Members of the Sisters Folk Festival board announced in a statement last Wednesday that the smoke was hazardous leading up to the weekend. Air quality conditions - both outside and inside - were predicted to remain at an unhealthy level throughout the weekend as well, forcing them to reach the difficult decision. The safety of attendees and artists were a priority.
The news hit the community hard. After weeks of smoke affecting our local economy, many were looking forward to a busy and entertaining weekend. An event many locals describe as their favorite.
Musicians from all over the country and Canada were invited as first-timers or encore performers to the folk festival. And at the announcement of the cancellation, many were already in town.
Chuck Cannon, a song writer from Nashville and a first-timer at the Sisters Folk Festival, expressed his reaction to the news.
"When I heard about the cancellation, it was a real spiritual bummer," he said.

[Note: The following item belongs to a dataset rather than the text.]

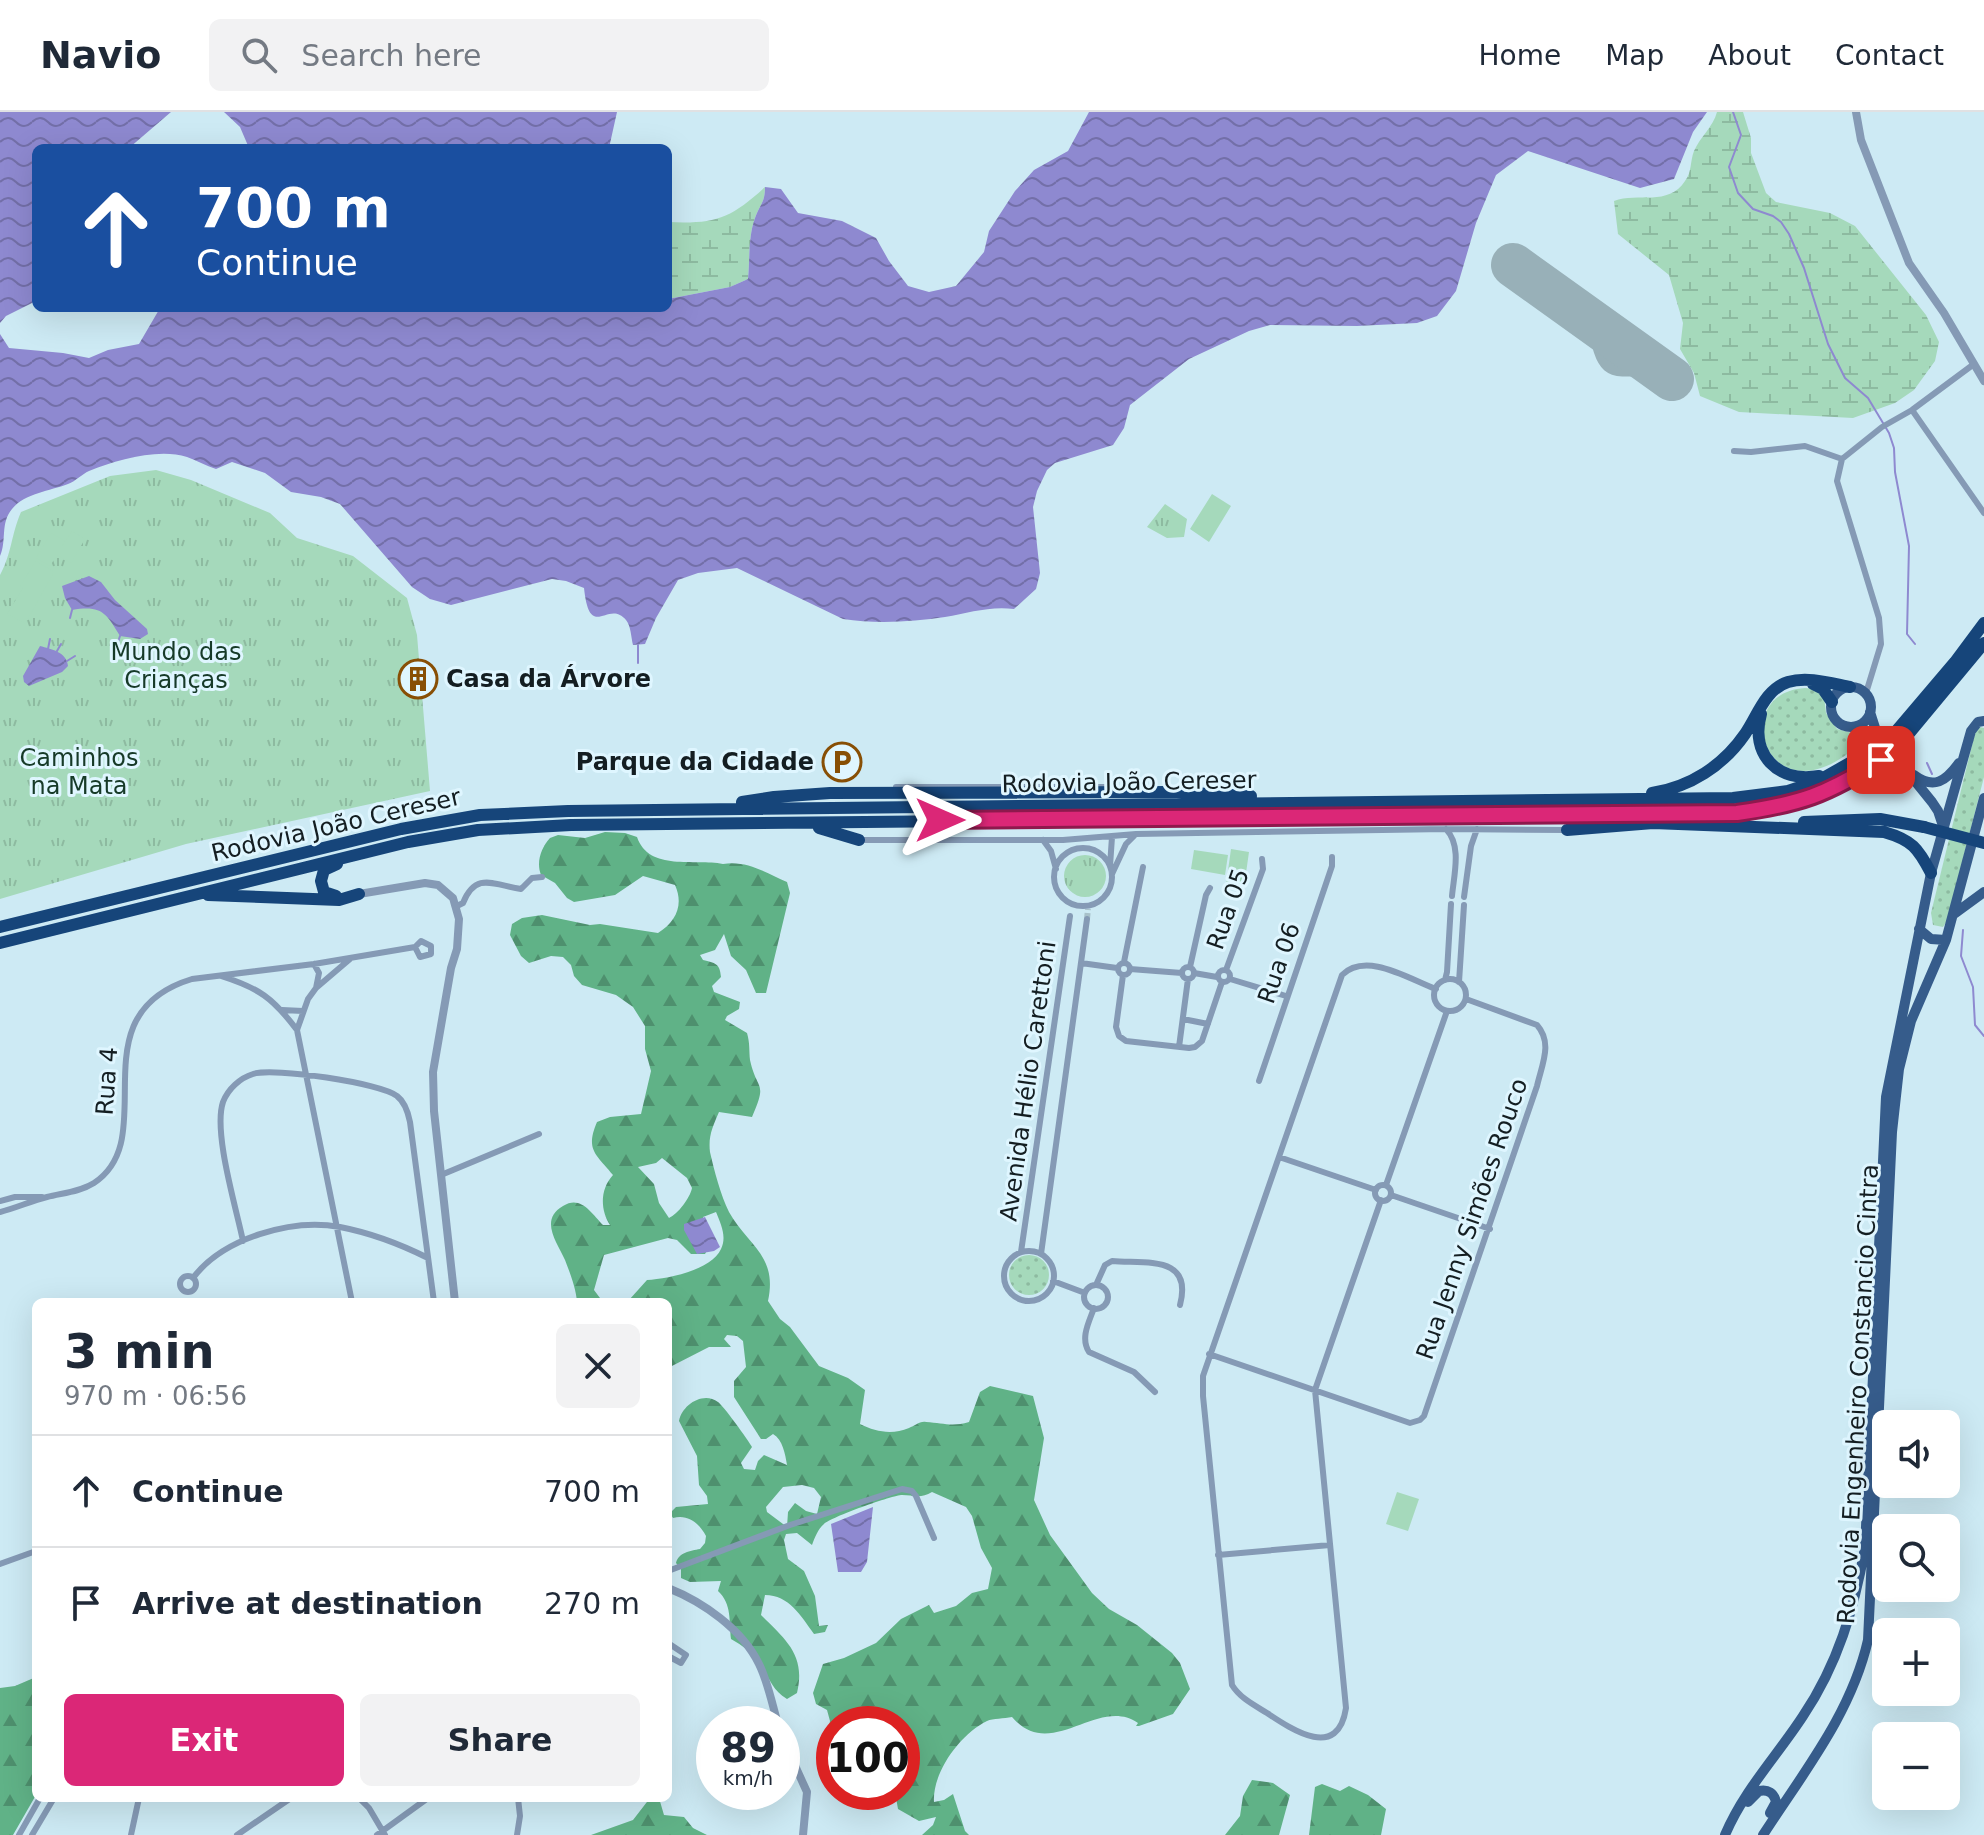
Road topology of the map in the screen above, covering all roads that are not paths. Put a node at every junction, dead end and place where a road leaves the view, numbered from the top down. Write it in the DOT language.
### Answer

Chuck is an experienced performing artist with songs written and performed by legends such as Dolly Parton and Toby Keith. His invitation to perform at the festival was something he was looking forward to.
"I've always wanted to come to the Sisters Folk Festival," he said, after describing his love for the West and how the Sisters area is his new favorite part of the country.
The musical community refused to give up hope, however, at the news of the cancellation. With many performing artists still in town and venues laying vacant, they saw an opportunity where others saw failure. That's when a group of artists came together and pitched the idea of an impromptu performance. All they needed was a location to do it.
By Friday afternoon, The Belfry started receiving calls asking about performance space. Originally scheduled to have all-day events throughout the weekend, The Belfry now laid vacant.
With limited time, volunteers and members of the community turned The Belfry into a performance-ready space. Some moved chairs, others hung lights, and The Belfry staff changed their weekend plans to accommodate the last-minute show.
"The musician community was instrumental to making the show happen," said Angeline Rhett, owner of The Belfry. "I was just a small piece who helped make it happen. It was a group effort."
Friday night included performances by Martha Scanlan, Scott Cook, Chuck Cannon, and Amy Helm. Presenting artists on Saturday night included Kristin Andreassen, Robbie Fulks, Chuck Cannon, and The East Pointers.
Each show reached max capacity and forced some to listen from outside The Belfry.
Throughout the nights, the crowd was gleeful at the entertainment. Laughter and joy echoed off the walls. The floor bounced with the tapping of their feet. Others danced to the beat. And for a couple hours, everyone forgot the Sisters Folk Festival was ever cancelled.
"I'm thankful to have offered two shows and recover from what could have been zero," said Rhett. "To see all the musicians up there, it made me feel better."
The Sisters community and visiting artists pulled what was left of the Sisters Folk Festival from the ashes and presented to those attending a show worthy of any folk festival. The community worked together and refused to give up, showing that even through the smoke and economy, there was hope after all.
"A lot of people focus on the financial impact," Angeline said. "But it was emotional, too. This weekend we dealt with the emotional."